• Working data:
################

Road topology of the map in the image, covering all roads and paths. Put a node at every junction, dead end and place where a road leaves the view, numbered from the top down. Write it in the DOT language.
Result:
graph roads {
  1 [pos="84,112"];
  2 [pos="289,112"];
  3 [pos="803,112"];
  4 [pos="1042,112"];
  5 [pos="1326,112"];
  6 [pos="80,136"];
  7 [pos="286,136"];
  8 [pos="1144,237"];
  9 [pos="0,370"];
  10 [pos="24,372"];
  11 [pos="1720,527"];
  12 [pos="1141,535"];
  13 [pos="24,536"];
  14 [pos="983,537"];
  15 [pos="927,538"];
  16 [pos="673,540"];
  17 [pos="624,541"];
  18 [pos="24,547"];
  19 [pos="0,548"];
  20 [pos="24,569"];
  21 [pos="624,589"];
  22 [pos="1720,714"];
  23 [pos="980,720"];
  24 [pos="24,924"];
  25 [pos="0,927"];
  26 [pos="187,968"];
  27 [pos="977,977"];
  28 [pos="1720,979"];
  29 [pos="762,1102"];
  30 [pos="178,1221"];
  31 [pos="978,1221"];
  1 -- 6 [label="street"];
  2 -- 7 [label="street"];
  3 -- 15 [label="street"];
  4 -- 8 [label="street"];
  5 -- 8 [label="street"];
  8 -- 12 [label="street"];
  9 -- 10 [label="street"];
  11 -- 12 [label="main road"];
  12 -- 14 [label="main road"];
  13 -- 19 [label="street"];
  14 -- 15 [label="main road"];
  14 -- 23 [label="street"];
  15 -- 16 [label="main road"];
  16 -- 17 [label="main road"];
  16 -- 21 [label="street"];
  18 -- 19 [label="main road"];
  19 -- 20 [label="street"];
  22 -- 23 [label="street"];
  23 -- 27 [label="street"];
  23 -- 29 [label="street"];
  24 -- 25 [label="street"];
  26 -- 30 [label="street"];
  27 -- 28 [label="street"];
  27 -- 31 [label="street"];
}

################

• Aim of the exercise:
List each line in the listing that contains the string "roads".

• Response:
Road topology of the map in the image, covering all roads and paths. Put a node at every junction, dead end and place where a road leaves the view, numbered from the top down. Write it in the DOT language.
graph roads {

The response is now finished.